DATA SUPPLIED:

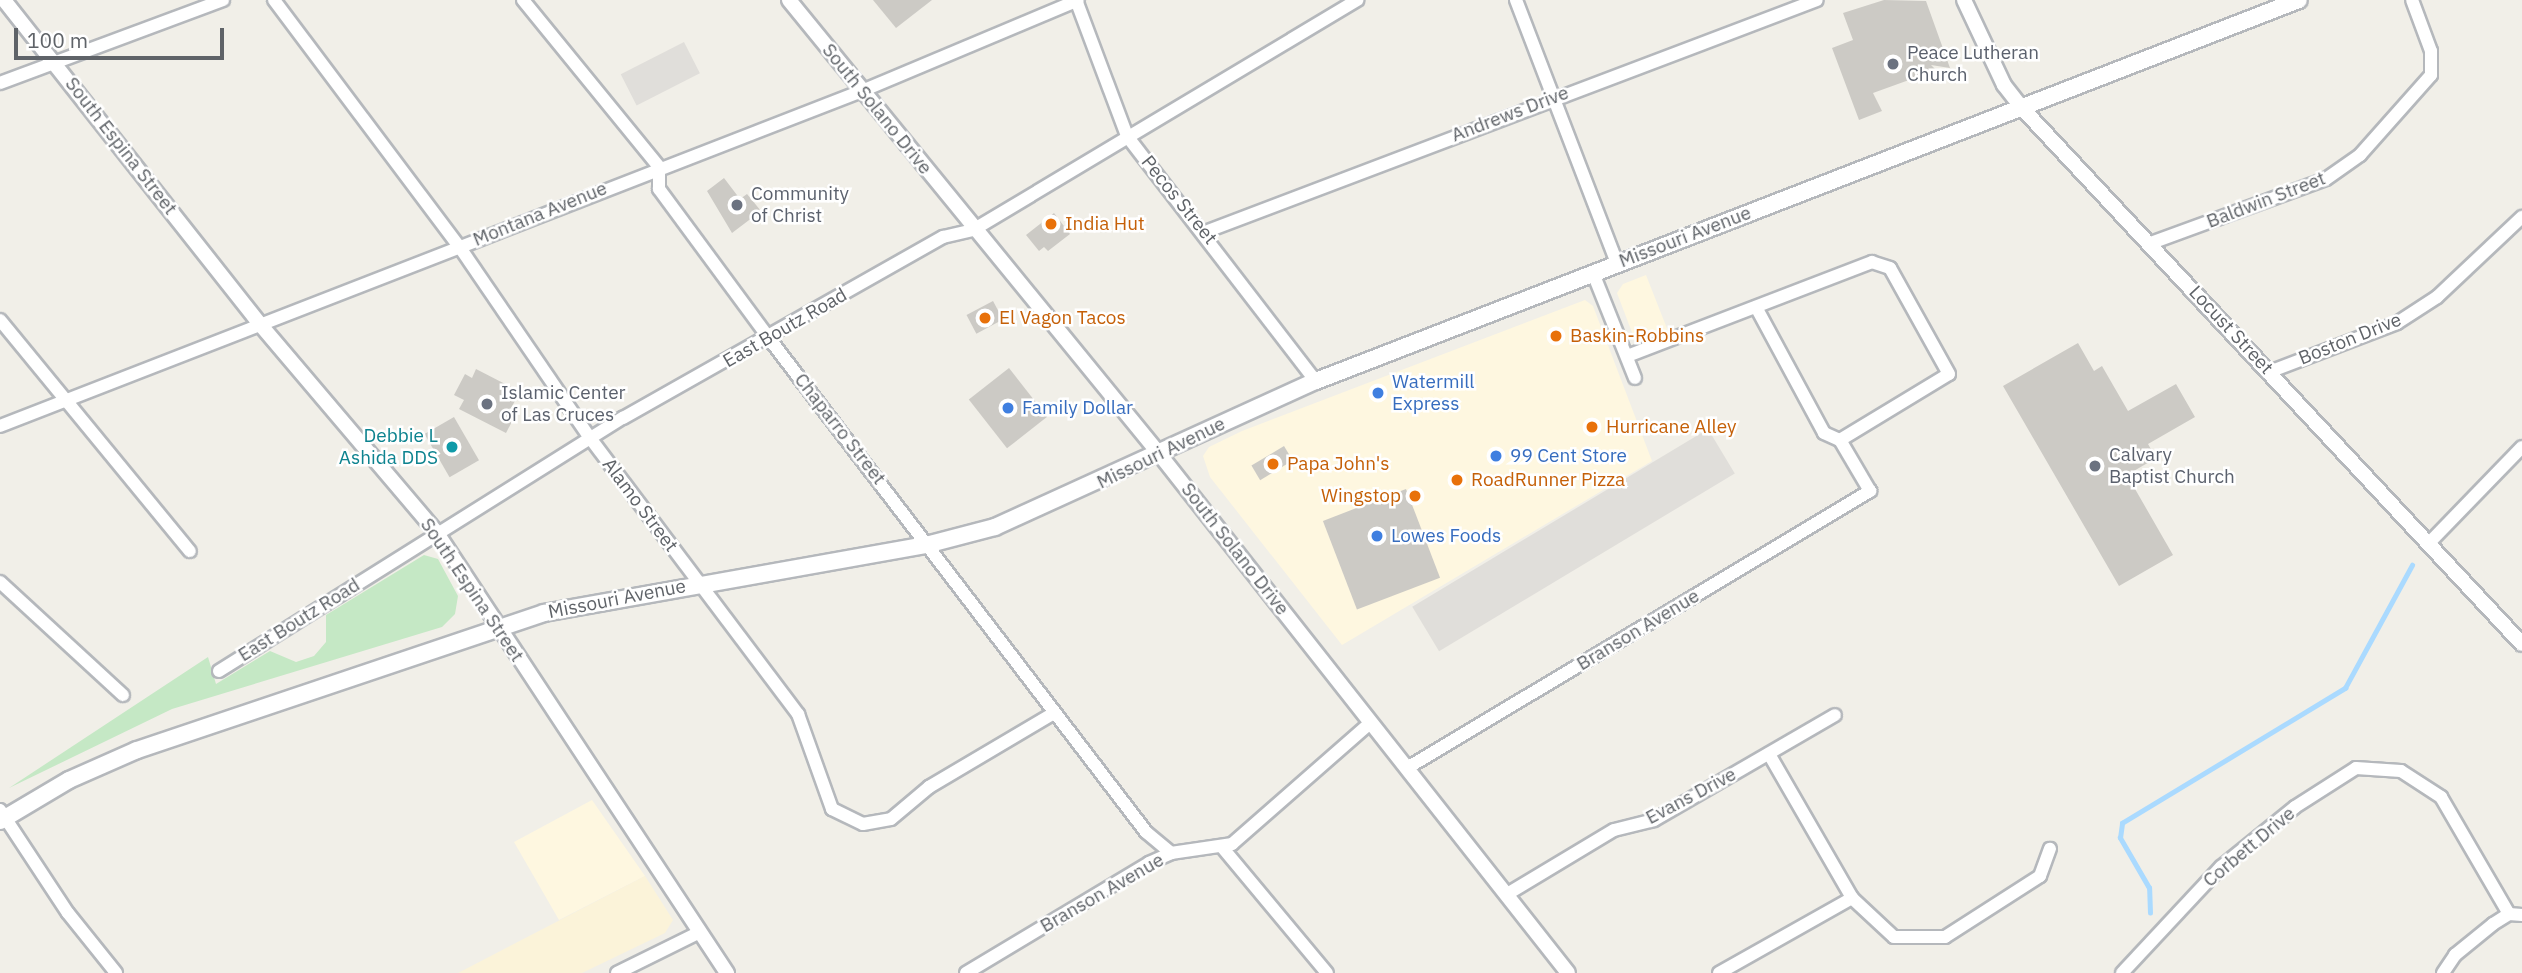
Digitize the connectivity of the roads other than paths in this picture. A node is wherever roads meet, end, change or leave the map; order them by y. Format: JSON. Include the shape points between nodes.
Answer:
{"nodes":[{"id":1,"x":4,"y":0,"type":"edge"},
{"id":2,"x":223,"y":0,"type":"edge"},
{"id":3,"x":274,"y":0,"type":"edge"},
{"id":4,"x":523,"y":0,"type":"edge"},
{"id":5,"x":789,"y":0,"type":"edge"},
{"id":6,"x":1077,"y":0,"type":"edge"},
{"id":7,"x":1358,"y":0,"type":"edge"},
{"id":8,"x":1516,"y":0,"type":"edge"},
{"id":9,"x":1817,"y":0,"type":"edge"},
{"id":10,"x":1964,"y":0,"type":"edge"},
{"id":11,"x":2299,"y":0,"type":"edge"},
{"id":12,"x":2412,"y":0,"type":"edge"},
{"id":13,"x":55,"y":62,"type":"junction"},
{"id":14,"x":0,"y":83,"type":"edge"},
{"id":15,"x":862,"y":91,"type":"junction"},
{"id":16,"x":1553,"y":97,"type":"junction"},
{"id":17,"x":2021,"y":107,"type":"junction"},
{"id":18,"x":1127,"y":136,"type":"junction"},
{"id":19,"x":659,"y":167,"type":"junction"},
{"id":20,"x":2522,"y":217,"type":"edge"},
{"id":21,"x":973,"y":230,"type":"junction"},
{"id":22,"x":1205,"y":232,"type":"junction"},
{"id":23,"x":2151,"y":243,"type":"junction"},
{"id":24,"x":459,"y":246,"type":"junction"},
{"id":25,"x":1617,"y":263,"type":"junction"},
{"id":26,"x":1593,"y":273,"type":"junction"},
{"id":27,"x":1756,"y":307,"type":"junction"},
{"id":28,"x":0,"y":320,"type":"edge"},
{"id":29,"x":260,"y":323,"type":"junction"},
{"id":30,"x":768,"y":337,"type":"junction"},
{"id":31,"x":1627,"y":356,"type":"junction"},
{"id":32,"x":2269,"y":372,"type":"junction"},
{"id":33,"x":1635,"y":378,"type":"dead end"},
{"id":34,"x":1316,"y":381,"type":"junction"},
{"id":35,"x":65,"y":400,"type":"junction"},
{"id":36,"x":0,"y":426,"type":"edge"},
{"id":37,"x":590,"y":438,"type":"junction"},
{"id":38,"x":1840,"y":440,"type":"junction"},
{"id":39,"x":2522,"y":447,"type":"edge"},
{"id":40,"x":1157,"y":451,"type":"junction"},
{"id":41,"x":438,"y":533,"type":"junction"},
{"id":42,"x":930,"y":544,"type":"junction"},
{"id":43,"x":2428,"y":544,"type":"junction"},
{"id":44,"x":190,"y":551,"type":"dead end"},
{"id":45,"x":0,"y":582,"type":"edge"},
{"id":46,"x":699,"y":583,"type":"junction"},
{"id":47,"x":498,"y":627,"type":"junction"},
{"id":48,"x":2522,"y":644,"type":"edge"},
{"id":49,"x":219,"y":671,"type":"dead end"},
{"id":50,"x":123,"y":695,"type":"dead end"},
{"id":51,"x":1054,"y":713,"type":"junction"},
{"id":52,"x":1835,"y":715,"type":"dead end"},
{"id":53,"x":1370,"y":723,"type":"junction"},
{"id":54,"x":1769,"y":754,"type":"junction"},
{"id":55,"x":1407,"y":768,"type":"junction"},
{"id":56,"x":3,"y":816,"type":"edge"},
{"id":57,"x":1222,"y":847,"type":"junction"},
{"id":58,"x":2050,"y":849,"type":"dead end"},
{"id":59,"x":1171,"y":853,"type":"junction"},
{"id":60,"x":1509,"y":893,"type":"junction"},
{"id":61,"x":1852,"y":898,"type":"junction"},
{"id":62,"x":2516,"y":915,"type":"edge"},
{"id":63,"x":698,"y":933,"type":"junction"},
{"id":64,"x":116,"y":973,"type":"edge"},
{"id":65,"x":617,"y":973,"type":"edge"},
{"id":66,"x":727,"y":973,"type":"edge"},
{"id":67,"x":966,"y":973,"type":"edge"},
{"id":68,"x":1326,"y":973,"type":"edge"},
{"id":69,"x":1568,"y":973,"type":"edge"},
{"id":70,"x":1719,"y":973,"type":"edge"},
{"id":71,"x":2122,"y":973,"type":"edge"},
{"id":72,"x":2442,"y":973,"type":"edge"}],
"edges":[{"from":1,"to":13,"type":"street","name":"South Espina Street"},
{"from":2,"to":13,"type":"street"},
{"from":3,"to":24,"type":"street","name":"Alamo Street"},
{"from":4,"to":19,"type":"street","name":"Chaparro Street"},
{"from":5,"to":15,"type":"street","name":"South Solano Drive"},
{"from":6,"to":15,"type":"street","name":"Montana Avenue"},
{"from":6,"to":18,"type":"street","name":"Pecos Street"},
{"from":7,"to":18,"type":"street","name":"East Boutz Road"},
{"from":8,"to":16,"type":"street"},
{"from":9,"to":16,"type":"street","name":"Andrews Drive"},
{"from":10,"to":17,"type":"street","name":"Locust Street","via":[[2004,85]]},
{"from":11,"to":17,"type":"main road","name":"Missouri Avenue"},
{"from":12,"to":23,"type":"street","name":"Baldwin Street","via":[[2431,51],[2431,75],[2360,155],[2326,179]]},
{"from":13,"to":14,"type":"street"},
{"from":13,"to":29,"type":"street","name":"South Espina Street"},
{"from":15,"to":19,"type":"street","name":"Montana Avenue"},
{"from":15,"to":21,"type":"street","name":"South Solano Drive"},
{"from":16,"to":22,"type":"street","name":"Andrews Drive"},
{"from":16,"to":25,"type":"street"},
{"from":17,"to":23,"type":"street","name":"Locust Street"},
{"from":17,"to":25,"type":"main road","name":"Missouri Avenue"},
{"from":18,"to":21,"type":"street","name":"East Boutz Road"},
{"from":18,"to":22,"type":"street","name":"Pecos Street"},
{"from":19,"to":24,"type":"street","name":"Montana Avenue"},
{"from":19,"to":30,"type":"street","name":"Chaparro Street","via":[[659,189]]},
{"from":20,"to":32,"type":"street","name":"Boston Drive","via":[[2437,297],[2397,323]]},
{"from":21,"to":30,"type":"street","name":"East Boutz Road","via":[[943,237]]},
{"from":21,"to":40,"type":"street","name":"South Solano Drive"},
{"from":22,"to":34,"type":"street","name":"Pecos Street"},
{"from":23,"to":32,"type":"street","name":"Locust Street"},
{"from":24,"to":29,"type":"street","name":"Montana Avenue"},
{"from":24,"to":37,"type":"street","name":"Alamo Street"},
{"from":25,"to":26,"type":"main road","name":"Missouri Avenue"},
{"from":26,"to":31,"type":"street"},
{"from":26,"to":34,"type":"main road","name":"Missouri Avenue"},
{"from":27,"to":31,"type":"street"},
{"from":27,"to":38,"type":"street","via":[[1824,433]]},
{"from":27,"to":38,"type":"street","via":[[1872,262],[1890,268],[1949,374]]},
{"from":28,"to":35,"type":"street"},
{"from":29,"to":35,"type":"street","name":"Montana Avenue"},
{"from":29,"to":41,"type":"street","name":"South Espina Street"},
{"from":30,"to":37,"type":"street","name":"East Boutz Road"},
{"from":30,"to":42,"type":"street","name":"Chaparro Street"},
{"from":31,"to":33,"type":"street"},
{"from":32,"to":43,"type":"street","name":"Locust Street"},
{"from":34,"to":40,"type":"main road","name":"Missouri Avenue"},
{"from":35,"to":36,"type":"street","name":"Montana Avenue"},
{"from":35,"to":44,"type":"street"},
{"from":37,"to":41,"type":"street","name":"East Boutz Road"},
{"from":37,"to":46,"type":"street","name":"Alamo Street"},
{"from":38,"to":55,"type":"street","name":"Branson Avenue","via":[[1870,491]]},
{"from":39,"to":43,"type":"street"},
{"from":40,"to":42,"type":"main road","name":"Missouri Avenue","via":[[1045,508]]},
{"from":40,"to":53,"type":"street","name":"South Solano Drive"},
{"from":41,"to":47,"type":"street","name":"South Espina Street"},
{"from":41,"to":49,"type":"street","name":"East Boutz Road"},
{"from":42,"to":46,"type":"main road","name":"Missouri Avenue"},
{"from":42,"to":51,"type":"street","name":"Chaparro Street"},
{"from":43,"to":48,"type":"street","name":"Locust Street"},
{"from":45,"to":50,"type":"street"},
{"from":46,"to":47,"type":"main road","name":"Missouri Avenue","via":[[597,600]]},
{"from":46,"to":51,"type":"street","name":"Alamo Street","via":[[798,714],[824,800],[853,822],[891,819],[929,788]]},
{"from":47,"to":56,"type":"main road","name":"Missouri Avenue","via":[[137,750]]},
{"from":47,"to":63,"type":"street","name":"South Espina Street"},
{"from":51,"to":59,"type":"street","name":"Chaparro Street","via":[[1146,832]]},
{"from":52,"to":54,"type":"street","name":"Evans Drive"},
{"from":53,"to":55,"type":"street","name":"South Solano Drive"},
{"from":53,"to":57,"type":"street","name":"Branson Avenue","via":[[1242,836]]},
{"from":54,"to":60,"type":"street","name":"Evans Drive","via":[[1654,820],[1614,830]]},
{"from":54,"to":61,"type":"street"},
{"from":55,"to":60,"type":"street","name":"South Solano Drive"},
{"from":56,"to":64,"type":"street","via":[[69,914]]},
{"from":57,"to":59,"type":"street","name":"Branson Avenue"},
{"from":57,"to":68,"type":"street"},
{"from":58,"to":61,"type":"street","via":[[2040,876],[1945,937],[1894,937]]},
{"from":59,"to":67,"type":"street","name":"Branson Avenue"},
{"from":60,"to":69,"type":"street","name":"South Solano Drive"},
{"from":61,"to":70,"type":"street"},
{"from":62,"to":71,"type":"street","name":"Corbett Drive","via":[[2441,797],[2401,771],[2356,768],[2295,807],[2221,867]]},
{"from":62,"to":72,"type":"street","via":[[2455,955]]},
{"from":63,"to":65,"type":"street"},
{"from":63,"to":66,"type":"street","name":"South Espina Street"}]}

PROBLEM STATEMENT: Your answer should be the lines above that contain the word "Espina", copied out.

RESPONSE:
"edges":[{"from":1,"to":13,"type":"street","name":"South Espina Street"},
{"from":13,"to":29,"type":"street","name":"South Espina Street"},
{"from":29,"to":41,"type":"street","name":"South Espina Street"},
{"from":41,"to":47,"type":"street","name":"South Espina Street"},
{"from":47,"to":63,"type":"street","name":"South Espina Street"},
{"from":63,"to":66,"type":"street","name":"South Espina Street"}]}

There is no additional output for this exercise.